De rode kleur werd tot 1992 uitgelegd als kleur van de revolutie, nu als symbool voor voorspoed en liefde. Het blauw stond -en staat- voor de eeuwig blauwe hemel, het is tevens de traditionele kleur van Mongolië.

Het Soyombo-symbool (een zogenaamd ‘ideogram’) bestaat uit 10 symbolen, onder en naast elkaar.
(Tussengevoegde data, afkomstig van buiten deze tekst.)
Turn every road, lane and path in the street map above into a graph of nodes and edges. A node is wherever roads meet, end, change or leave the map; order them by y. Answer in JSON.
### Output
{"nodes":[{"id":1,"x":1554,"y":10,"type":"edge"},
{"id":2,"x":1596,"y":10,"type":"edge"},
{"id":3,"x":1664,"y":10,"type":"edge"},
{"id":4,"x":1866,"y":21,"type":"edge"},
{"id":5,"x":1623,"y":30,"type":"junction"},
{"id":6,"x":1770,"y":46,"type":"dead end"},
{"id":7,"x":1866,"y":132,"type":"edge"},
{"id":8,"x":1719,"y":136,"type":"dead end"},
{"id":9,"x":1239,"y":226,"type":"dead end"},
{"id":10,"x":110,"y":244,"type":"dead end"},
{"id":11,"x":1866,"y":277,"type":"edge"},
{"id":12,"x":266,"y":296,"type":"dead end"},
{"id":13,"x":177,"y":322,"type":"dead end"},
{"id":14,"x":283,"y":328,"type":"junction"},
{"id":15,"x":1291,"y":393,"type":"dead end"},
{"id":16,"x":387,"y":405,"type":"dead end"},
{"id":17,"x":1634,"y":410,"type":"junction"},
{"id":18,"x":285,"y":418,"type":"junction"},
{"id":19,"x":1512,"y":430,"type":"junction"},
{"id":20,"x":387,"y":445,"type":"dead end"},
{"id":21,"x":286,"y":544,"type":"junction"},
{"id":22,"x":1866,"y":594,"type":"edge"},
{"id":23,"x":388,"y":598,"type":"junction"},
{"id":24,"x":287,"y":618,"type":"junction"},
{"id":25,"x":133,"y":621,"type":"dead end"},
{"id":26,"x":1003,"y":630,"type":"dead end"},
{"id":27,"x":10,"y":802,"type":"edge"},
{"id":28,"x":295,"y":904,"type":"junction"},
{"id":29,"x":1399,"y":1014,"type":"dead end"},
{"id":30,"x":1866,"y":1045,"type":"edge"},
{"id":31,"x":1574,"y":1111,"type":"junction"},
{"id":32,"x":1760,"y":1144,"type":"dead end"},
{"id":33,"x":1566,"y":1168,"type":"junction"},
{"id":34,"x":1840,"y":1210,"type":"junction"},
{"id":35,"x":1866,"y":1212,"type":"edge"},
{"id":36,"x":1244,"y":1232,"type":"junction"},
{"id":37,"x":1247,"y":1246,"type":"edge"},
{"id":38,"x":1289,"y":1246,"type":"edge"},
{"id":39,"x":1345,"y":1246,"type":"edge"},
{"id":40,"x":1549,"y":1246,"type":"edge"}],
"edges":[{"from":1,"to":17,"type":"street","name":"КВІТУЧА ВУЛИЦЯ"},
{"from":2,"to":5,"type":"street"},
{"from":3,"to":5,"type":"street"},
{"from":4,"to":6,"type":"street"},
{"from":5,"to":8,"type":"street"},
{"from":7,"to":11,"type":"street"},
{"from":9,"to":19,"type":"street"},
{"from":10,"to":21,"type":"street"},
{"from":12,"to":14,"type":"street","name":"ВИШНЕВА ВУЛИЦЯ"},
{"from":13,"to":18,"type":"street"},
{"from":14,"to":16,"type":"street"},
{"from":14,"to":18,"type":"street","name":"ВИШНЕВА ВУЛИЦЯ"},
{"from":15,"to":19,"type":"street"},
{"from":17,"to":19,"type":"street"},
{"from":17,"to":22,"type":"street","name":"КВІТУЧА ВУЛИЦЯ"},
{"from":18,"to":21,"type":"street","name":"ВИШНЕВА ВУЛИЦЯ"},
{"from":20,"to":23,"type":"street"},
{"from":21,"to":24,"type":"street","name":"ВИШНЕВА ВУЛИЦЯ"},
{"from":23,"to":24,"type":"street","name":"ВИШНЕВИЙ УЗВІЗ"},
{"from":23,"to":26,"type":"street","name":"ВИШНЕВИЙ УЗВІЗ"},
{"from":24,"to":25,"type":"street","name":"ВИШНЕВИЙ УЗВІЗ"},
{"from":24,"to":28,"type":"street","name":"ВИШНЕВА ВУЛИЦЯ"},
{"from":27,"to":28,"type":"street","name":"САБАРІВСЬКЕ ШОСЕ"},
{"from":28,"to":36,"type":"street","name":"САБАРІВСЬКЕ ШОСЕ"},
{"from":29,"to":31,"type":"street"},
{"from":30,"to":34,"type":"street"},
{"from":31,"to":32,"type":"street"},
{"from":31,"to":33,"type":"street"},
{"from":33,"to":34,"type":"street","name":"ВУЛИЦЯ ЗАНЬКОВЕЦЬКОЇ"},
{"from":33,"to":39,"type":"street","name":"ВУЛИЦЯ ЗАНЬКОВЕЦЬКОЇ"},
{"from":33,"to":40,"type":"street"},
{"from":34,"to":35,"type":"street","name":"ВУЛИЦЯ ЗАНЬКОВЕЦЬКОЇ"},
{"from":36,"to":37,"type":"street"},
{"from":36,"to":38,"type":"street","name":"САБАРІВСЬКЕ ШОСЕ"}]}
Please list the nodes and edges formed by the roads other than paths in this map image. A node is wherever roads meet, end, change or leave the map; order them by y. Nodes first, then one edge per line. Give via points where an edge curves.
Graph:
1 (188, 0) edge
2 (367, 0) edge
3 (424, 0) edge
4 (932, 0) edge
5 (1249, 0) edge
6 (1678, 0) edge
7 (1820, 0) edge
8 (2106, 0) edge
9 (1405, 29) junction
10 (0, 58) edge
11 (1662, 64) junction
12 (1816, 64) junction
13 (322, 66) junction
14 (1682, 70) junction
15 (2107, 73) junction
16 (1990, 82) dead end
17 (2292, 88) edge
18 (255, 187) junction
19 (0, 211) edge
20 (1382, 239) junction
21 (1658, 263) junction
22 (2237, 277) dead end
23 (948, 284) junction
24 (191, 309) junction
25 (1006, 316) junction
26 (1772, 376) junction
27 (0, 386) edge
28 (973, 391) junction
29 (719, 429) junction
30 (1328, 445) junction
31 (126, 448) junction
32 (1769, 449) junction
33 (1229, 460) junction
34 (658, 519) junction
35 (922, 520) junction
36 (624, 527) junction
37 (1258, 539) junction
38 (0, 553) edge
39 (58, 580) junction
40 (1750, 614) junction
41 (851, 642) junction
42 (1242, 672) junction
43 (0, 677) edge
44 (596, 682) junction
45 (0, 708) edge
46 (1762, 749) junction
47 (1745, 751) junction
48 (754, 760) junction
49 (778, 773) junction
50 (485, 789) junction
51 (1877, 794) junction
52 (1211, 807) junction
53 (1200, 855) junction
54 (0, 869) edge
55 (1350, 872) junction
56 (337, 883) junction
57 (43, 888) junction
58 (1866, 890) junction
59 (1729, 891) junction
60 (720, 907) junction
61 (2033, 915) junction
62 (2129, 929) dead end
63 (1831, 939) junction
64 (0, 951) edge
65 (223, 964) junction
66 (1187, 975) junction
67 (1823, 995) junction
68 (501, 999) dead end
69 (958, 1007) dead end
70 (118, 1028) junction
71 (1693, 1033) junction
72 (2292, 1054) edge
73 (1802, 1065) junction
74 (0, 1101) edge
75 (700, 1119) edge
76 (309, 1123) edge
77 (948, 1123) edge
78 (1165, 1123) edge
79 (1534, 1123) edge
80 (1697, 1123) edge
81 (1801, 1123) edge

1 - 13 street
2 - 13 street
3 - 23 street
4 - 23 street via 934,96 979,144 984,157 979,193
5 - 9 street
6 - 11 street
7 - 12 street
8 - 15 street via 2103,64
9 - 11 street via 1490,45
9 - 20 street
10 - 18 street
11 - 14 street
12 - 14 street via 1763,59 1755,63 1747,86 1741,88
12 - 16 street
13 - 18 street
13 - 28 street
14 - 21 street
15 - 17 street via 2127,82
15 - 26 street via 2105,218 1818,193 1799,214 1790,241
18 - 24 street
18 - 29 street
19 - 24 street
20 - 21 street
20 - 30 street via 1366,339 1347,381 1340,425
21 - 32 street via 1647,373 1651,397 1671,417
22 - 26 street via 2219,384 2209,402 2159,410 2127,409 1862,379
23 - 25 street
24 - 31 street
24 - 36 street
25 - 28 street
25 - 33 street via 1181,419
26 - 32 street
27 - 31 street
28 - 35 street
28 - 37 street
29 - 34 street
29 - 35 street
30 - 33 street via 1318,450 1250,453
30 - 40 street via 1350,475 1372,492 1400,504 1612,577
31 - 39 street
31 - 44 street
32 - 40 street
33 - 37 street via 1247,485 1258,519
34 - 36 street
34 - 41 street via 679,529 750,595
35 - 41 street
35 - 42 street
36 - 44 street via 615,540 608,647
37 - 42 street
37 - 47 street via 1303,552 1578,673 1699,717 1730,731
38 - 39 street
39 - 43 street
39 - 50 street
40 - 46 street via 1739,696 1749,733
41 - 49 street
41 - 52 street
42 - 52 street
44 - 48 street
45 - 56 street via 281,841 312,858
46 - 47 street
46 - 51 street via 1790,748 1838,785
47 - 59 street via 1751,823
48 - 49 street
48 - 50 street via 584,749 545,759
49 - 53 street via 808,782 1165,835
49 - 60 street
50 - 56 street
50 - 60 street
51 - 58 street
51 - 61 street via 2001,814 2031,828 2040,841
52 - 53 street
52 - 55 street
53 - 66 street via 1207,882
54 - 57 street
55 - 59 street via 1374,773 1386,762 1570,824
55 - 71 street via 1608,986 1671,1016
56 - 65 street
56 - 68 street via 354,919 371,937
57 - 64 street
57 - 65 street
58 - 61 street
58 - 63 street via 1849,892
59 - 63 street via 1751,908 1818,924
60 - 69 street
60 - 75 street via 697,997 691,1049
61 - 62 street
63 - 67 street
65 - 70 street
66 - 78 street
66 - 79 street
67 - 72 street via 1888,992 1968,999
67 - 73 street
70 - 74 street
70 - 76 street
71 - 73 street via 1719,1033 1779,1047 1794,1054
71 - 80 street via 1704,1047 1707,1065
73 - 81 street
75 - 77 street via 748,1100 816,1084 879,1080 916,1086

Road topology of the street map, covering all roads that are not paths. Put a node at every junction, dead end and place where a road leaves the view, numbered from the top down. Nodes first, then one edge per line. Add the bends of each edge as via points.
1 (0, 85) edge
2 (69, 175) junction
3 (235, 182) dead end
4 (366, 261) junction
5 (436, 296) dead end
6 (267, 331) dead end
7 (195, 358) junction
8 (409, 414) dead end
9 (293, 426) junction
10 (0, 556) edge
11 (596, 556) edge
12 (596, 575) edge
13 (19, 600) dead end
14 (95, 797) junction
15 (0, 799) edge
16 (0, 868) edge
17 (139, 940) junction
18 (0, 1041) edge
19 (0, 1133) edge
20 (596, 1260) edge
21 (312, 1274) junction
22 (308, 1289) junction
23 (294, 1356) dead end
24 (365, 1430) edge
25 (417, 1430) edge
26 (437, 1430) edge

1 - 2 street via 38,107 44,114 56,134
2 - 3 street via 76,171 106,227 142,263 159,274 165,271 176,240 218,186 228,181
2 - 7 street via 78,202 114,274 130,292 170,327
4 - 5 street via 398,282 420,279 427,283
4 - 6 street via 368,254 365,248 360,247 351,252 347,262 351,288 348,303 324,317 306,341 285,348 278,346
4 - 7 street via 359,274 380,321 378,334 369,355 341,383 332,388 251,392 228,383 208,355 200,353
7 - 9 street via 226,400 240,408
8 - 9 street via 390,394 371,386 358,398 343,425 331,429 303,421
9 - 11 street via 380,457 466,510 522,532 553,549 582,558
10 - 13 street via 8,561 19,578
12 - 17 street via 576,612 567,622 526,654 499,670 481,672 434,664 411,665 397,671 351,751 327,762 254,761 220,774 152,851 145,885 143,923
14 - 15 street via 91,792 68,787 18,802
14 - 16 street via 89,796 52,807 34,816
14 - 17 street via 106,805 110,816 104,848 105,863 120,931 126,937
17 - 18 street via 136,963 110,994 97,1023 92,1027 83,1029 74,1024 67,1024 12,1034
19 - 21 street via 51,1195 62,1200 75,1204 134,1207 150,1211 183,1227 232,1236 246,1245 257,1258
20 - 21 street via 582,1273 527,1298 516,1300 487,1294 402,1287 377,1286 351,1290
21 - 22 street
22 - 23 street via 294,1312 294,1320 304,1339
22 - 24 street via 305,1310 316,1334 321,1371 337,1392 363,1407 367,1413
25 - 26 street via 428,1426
Op elkaar ‘gestapeld’ zien we van boven naar beneden:
-vuur, symbool voor eeuwige groei, rijkdom en succes, de drie tongen van het vuur staan voor verleden, heden en toekomst;
-zon, en tevens maan daaronder, staan voor het eeuwig bestaan van het Mongoolse rijk, net als de eeuwig blauwe lucht;
-driehoek (tevens onderaan de ‘stapel’) stelt de punt van een pijl of speer voor, die staat voor de overwinning op binnen- en buitenlandse vijanden;
-rechthoek (tevens een-na-laatste in de ‘stapel’) verleent stabiliteit aan het volgende symbool (waar het onder en boven staat), maar staat ook voor eerlijkheid en rechtvaardigheid van het Mongoolse volk, of ze nu hoog- of laaggeplaatst zijn en voor de eindeloze steppen;
-taiji (ook wel yin en yang) staat voor het complementeren van tegenpolen of tegenstellingen, zoals man/vrouw, licht/duister, goed/kwaad, enzovoort;
-de twee verticale rechthoeken aan beide zijden van de ‘stapel’ kunnen gezien worden als de muren van een fort, ze staan voor eenheid en kracht en verwijzen naar een Mongools spreekwoord, dat luidt: Een gemeenschappelijke vriendschap is sterker dan stenen muren.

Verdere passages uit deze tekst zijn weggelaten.